Particular attention in this analysis is given to drained peat grassland ecosystems. Undrained peat grasslands and associated types of wetlands used to be very common and are characterised by large amounts of C immobilised in an anaerobic soil profile. Many of these peat grasslands have been drained to improve agricultural productivity and now have a partially aerobic soil profile rich in organic matter. This aerobic soil profile is characterised by the accelerated decomposition of peat. This decomposition of peat results in a release of CO2, which has a potentially large effect on the ecosystem’s annual CO2 balance. The annual CO2 balance in a grazed drained peat grassland ecosystem in the Netherlands is determined and the effect of different levels of drainage on this annual CO2 balance is evaluated. It is demonstrated that the restoration of peat grassland ecosystems harbours great potential for CO2 sequestration.
The succession of chapters in the thesis follows a logic in which the temporal and spatial scales of the CO2 exchange processes increase. It navigates from instant grass sward processes to instant ecosystem processes, which then aggregate to annual patterns of CO2 exchange in grassland ecosystems. These annual patterns are subsequently used to explore the potential role of the biosphere in general and the grassland biome in particular in a net CO2 sequestration from the atmosphere.
In Chapter one, the general introduction lays out the processes in the global C cycle at successively smaller time scales, which constitute a complex system of negative feedbacks working towards a stabilisation of the atmospheric CO2 concentration. Since the start of measurements on the atmospheric CO2 concentration a discrepancy has been observed with anthropogenic CO2 emissions. This discrepancy shows a consistent net CO2 sequestration from the atmosphere, although the magnitude of this net CO2 sequestration varies strongly among years. An indication for a role of the biosphere follows from the annual cycle of the atmospheric CO2 concentration, which concurs with the growing season. This annual cycle shows that the atmospheric CO2 concentration sees a sharp drop around spring and gradually increases again afterwards. The relative occurrence of different C isotopes in the atmosphere shows that a particularly large net CO2 sink can be observed in the northern latitudes during the growing season, which supports a clear role for the terrestrial biosphere. Measurements of CO2 exchange in tropical rainforests suggest a net CO2 sequestration which is largely driven by regrowth after prior deforestation. Measurements in temperate forests show a more consistent net CO2 sequestration depending on climate conditions. However, grassland ecosystems can be seen as particularly suited to the sequestration of CO2 because of their physiological characteristics and the nature of their soil organic matter. Measurements of CO2 exchange in grasslands on mineral soils support such a role, even when characterised by large inter-annual variations. Grasslands on drained organic soils generally exhibit a net CO2 release because of the decomposition of organic matter in the aerobic soil profile.

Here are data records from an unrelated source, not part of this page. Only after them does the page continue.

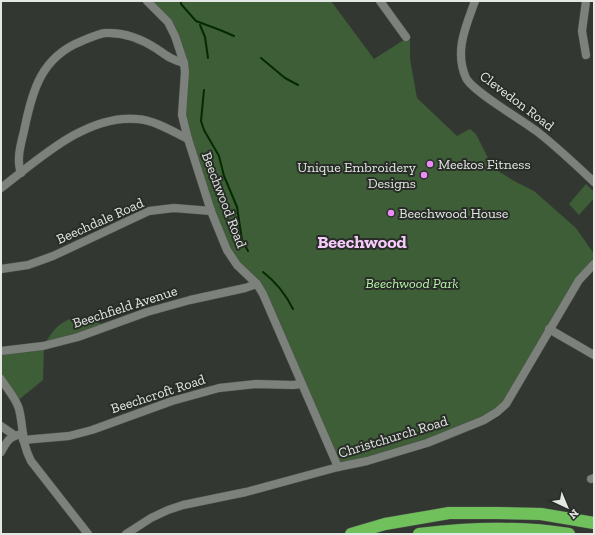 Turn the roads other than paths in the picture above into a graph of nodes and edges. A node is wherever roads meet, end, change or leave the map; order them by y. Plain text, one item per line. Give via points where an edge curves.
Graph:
1 (147, 1) edge
2 (380, 1) edge
3 (476, 1) edge
4 (586, 1) edge
5 (406, 36) dead end
6 (586, 55) dead end
7 (184, 63) junction
8 (188, 139) junction
9 (21, 173) junction
10 (594, 182) edge
11 (1, 188) edge
12 (211, 211) junction
13 (594, 264) edge
14 (1, 269) edge
15 (257, 284) junction
16 (549, 330) junction
17 (1, 351) edge
18 (594, 355) edge
19 (1, 379) edge
20 (301, 384) junction
21 (1, 426) edge
22 (20, 436) junction
23 (1, 452) edge
24 (338, 467) junction
25 (594, 523) edge
26 (88, 534) edge
27 (126, 534) edge
28 (351, 534) edge
29 (419, 534) edge
30 (569, 534) edge

1 - 7 street, Beechwood Road via 168,22
2 - 5 street
3 - 10 street, Clevedon Road via 462,41 463,64 468,80 478,91 540,134
4 - 6 street via 582,31
7 - 8 street, Beechwood Road via 182,115
7 - 9 street via 173,60 142,40 119,34 105,33 63,50 44,70 28,110 19,158
8 - 9 street via 167,128 141,120 107,121 77,134
8 - 12 street, Beechwood Road
9 - 11 street
12 - 14 street, Beechdale Road via 174,208 148,211 53,256 28,265
12 - 15 street, Beechwood Road via 236,265
13 - 16 street, Christchurch Road via 579,280
15 - 17 street, Beechfield Avenue via 190,300 71,339 43,346
15 - 20 street, Beechwood Road via 264,294
16 - 18 street
16 - 24 street, Christchurch Road via 506,404 497,412 472,426 426,443
19 - 22 street via 19,410
20 - 22 street, Beechcroft Road via 256,384 219,388 172,401 70,436
20 - 24 street, Beechwood Road
21 - 22 street
22 - 23 street via 6,443
22 - 26 street via 31,461
24 - 27 street, Christchurch Road via 246,492 183,505 151,518
25 - 28 highway via 541,514 449,513 385,524
29 - 30 highway via 519,528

Chapter two starts at the lowest level of process aggregation in this thesis. It introduces an experiment in which the photosynthetic activity in an in vivo grown grass sward was measured under laboratory conditions in summer and autumn. This opens a perspective on the seasonal course of photosynthetic characteristics. Photosynthetic rate was measured as a function of irradiance, temperature (15-30 ºC and 10-25 ºC) and ambient CO2 concentration (200-700 μmol mol-1). The dynamics in the response of photosynthetic activity were analysed by applying a process description where photosynthetic rate is determined by both electron transport rate in the thylakoid membrane and carboxylation at low irradiance. However, it shows that it is difficult to apply these essentially biochemical processes to in vivo leaf area. It proved to be not possible to consistently parametrise the underlying equations. Aggregated hyperbolic response functions instead show that the initial leaf photosynthetic rate at zero irradiance consistently decreased with temperature; the initial rate consistently increased with ambient CO2 concentration. The photosynthetic rate at saturating irradiance was never actually attained and therefore rather was a hypothetical value resulting from the response at lower irradiance. In general, photosynthetic rate appeared to decrease with temperature in summer and show a temperature optimum in autumn.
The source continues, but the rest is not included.